Happy Trinity Sunday to all of you. Yes, this is Trinity Sunday….that illusive and mysterious part of the Christian faith…a part of our faith that has historically caused great divisions to be made within large swaths of the church universal….a part of our faith that each of us struggles with (or ignores)…and yet is an integral part of how we worship, what we say when we worship, how blessings are bestowed. Many preachers groan at the prospect of having to preach on Trinity Sunday and because of that reticence chose to focus on something else. We are going to address this issue head on.
When people ask what we as Episcopalians believe, a common answer is “come and worship with us.” Our worship, what we pray, illustrates best our beliefs and our faith. How do we start our service? We start with the celebrant saying: “Blessed be God: Father, Son and Holy Spirit,” and the congregation responds, “And Blessed be God’s kingdom, now and forever.” We start most services with this opening acclamation (except in Lent and Easter-tide). So we start each service the this acclamation of the Trinity. We end each prayer with something along the lines of, “all this we ask through Jesus Christ our Lord, with whom you (God) and the Holy Spirit live and reign forever and ever.” Once again, the Trinity rears its head. The absolution for the Confession of Sin contains the Trinity. The Nicene Creed we way each Sunday contains three distinct parts: Father, Son and Holy Spirit. Our Eucharistic Prayers weave together not only the long history of our faith, but also invokes God the Father, God the Son, and God the Holy Spirit throughout them. And our Blessings at the end of the service contain the Trinity. This article of faith, this mystery that is the Trinity, infuses all that we do here. And by our verbalizing those Trinitarianisms, we are affirming their interconnectedness.
We are going to do an interactive exercise today. Please open your Prayer Books to page 846. We are in the (scary) Catechism section of our BCP. I commend this section to all of you for regular review, thought and prayer. We are going to be jumping through a few sections in the Catechism, so hold on to your hats, or at least take out your reading glasses.

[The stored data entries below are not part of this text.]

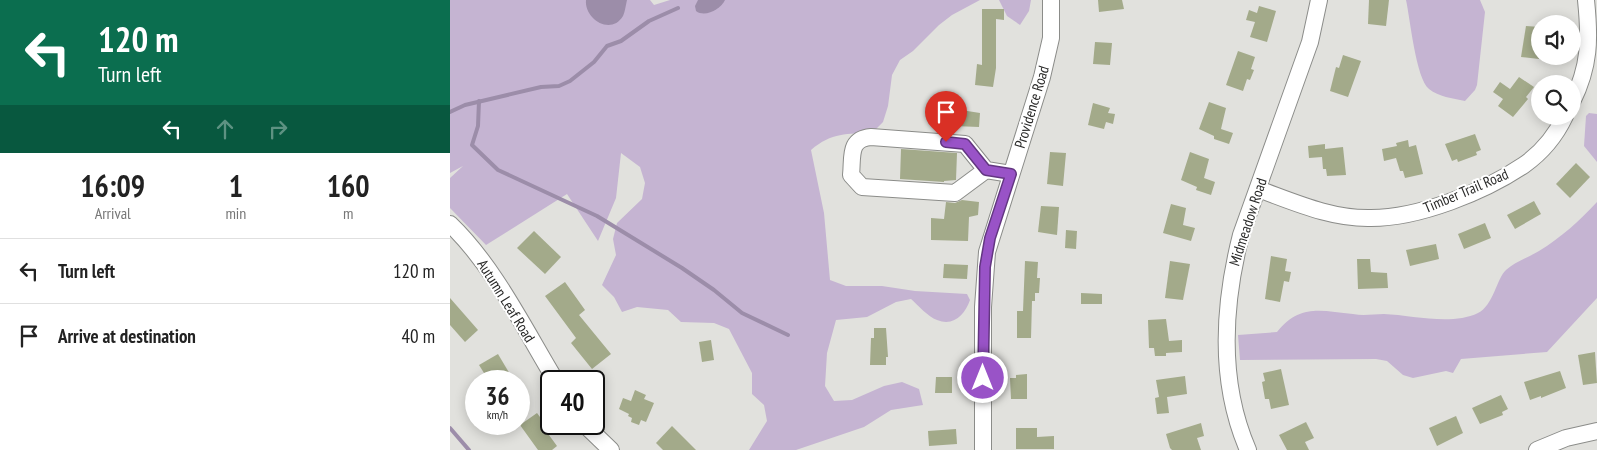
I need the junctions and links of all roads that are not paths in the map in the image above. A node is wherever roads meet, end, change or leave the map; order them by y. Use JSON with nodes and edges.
{"nodes":[{"id":1,"x":1051,"y":0,"type":"edge"},
{"id":2,"x":1319,"y":0,"type":"edge"},
{"id":3,"x":1586,"y":0,"type":"edge"},
{"id":4,"x":1593,"y":60,"type":"edge"},
{"id":5,"x":1581,"y":84,"type":"edge"},
{"id":6,"x":1559,"y":125,"type":"edge"},
{"id":7,"x":986,"y":170,"type":"junction"},
{"id":8,"x":1011,"y":174,"type":"junction"},
{"id":9,"x":1258,"y":189,"type":"junction"},
{"id":10,"x":450,"y":224,"type":"edge"},
{"id":11,"x":549,"y":370,"type":"edge"},
{"id":12,"x":1597,"y":431,"type":"edge"},
{"id":13,"x":595,"y":435,"type":"edge"},
{"id":14,"x":611,"y":450,"type":"edge"},
{"id":15,"x":983,"y":450,"type":"edge"},
{"id":16,"x":1248,"y":450,"type":"edge"},
{"id":17,"x":1537,"y":450,"type":"edge"}],
"edges":[{"from":1,"to":8,"type":"street","name":"Providence Road"},
{"from":2,"to":9,"type":"street","name":"Midmeadow Road"},
{"from":3,"to":4,"type":"street"},
{"from":4,"to":5,"type":"street"},
{"from":6,"to":9,"type":"street","name":"Timber Trail Road"},
{"from":7,"to":7,"type":"street"},
{"from":7,"to":8,"type":"street"},
{"from":8,"to":15,"type":"street","name":"Providence Road"},
{"from":9,"to":16,"type":"street","name":"Midmeadow Road"},
{"from":10,"to":11,"type":"street","name":"Autumn Leaf Road"},
{"from":12,"to":17,"type":"street"},
{"from":13,"to":14,"type":"street"}]}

On the top of page 846 is the section “God the Father”. I will read the question (the “Q”) and all of us will read the Answer together……
Okay….now please turn to page 849 and we will review “God the Son.” Same gig as last time, me the question, all of us the answer……
And now flip to page 852 and “The Holy Spirit”…….
Now…..we have only one more question to answer. Please look back on page 852, the question just before “The Holy Spirit” section. The question is “What is the Trinity?” And the Answer is: “The Trinity is one God: Father, Son and Holy Spirit.”
Alright then, our job is now complete….all our questions are answered….aren’t they?
What are we to make of all of this explanation of a concept that can truly be thought of as mysterious? How does this inter-connectivity of the Trinity fit into, inform and help us in our daily lives?
Our Gospel reading from Matthew today is the ending of that Gospel, with Jesus giving the great commission to the disciples telling them to make disciples of all nations and then Jesus invokes the Trinity saying go and baptize in the name of the Father, and of the Son and of the Holy Spirit. Jesus instructs these 11 remaining disciples to teach and then says to remember, I am with you always……
Jesus is promising us that he is with us always. Jesus is saying that he is connected to us. We may not think that the inter-connectivity of the Trinity has anything to do with us: but those three persons certainly are connected with us. Those three entities are somehow, mysteriously, one God. We all are created in God the Father’s image, even in all our wild diversity: we are intimately connected to God the Father because of that creative act. God the Son, the fully human and yet fully divine Son of God was sent to us, to not only prove God’s love for us, but to help us understand that God is connected and understands who and what we are: and Jesus promises that connectivity to us today. God the Holy Spirit is among us, to prod us, to guide us, comfort us and connect us one to the other, and to the Trinity. We saw the work of the Holy Spirit last week in those two separate accounts of the gifting of the Spirit – as of fire and as breath from Jesus.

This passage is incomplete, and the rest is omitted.